As yet these groups aren't large armed formations. They typically operate as small separate groups of up to about 50 volunteers who take guard duty in shifts. So far they are are primarily defensive and are not formally linked to the anti-occupation fighters. I have no idea why on earth Juan Cole thinks Maliki's claims in this regard are reliable. When you read the article on azzaman.com it's describing a very typical "neighbourhood watch"/protection scheme. There are concrete and wire barricades put up to control access to the neighbourhood. These are typically manned by young volunteers. In the event of an attempted incursion or of an attack a combination of calls for defenders broadcast from the mosque and mobile telephone alerts issued by the perimeter defenders causes residents to pick up their guns, rush to close the roads into the neighbourhood, and repel the attackers.
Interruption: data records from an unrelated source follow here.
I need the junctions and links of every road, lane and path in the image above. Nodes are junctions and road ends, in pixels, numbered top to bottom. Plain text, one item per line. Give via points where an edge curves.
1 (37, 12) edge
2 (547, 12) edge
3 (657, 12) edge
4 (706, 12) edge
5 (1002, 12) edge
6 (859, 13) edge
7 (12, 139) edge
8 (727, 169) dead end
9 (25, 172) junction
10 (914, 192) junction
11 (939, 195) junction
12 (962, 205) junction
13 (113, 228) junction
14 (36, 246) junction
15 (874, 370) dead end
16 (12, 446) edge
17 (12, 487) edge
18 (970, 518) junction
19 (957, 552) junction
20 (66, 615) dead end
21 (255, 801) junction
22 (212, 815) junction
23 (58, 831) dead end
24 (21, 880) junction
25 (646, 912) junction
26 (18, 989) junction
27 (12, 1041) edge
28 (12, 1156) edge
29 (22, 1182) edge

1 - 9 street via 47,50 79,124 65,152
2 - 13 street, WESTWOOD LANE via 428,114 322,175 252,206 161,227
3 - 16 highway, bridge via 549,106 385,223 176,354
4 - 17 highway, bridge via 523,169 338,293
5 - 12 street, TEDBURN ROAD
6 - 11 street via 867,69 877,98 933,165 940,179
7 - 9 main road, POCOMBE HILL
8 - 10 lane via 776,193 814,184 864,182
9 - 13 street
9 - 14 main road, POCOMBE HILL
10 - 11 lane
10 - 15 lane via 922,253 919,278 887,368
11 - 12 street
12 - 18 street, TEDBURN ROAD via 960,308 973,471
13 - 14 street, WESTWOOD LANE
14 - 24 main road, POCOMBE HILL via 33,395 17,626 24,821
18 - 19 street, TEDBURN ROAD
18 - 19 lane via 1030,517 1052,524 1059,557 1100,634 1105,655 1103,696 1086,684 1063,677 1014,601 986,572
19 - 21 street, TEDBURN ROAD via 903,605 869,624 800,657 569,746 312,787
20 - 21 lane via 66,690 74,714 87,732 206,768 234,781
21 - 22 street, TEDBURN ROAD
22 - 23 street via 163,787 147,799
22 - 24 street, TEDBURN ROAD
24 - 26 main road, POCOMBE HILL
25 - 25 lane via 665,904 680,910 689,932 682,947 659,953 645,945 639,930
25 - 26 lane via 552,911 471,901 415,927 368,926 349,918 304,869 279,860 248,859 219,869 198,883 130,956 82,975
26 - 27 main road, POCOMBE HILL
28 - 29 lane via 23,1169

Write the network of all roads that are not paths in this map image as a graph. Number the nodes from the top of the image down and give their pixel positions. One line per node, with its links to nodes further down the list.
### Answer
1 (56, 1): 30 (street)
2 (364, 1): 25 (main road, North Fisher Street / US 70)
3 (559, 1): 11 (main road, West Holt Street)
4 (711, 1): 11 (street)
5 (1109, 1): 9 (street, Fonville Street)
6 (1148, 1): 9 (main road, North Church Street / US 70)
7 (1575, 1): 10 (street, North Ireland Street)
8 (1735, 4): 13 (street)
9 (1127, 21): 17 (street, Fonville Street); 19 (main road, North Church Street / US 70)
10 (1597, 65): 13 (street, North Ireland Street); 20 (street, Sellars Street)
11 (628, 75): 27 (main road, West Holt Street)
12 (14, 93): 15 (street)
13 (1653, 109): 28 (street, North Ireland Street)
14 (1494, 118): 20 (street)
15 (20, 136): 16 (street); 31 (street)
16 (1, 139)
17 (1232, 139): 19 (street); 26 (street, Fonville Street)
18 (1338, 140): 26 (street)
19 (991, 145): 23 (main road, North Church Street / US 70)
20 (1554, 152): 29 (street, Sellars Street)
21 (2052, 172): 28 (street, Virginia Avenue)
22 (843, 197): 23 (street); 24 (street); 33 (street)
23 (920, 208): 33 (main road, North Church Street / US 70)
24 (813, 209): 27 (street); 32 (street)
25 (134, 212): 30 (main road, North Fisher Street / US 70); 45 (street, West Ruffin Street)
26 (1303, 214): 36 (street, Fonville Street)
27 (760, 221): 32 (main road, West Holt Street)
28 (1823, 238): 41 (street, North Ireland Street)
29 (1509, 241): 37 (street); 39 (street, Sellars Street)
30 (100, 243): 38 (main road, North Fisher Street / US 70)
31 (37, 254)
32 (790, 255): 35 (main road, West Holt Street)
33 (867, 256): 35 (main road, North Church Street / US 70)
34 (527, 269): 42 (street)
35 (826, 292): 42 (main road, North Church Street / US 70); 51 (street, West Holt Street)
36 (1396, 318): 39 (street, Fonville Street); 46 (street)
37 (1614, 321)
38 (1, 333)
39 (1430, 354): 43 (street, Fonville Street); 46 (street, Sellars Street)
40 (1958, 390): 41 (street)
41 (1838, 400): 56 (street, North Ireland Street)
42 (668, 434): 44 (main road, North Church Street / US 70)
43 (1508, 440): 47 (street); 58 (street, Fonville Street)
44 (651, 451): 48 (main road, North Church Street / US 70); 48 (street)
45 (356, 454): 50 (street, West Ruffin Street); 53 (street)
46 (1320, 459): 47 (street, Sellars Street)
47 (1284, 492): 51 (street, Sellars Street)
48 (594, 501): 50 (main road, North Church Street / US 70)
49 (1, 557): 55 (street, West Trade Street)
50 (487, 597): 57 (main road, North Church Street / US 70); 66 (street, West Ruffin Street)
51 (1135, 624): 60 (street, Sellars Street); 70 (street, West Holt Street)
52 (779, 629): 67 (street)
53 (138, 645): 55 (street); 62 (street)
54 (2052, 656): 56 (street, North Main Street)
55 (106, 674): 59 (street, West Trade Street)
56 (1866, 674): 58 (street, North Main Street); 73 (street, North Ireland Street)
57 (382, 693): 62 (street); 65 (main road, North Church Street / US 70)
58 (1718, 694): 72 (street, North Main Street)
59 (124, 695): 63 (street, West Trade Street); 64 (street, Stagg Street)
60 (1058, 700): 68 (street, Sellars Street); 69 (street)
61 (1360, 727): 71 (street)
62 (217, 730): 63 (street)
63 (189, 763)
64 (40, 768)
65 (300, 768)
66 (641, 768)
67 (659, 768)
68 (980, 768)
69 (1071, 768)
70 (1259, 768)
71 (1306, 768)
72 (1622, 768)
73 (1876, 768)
This pattern is identical to that everywhere else in Baghdad, Sunni, Shia, and mixed alike. In the light of the horrific events in Jihad on the 9th it is completely unsurprising that residents in Amiriyah, Dora, Ghazaliyah, Khadra, Jihad, and Sayyidiyah would step up their defenses. It is also completely unsurprising that people in those areas would ask why it is that many of these death squads seem to know who to look for and where they live. The article quotes one resident in particular - 75 year old Abu Omar as saying that the increasing attacks on mosques, especially after nightfall, have made these precautions necessary. Saying that there had been repeated attacks in Amiriyah, Jihad, and Sayyidiyah by attacksers wearing the uniform of the police. The article quotes other residents as saying that it was their duty to repel attacks by militia elements and that the absence of the State [would] create a law of the jungle and the rule of organised crime syndicates, the forces of terrorism and subversion, and out-of-control militias. It's worth noting that in al-Jihad, Sheikh Hussein, like al-Sadr preaches unity saying "It's the occupation which wants us to fight each other," and that the same is being said by community leaders in al-Furat, which unlike al-Jihad is almost entirely Sunni.

Cole and other western commentators seem absolutely determined to decree that full scale civil war has erupted. Baghdadis are by no means convinced of this, what they are convinced of is that it is the occupation itself which is driving the country towards one.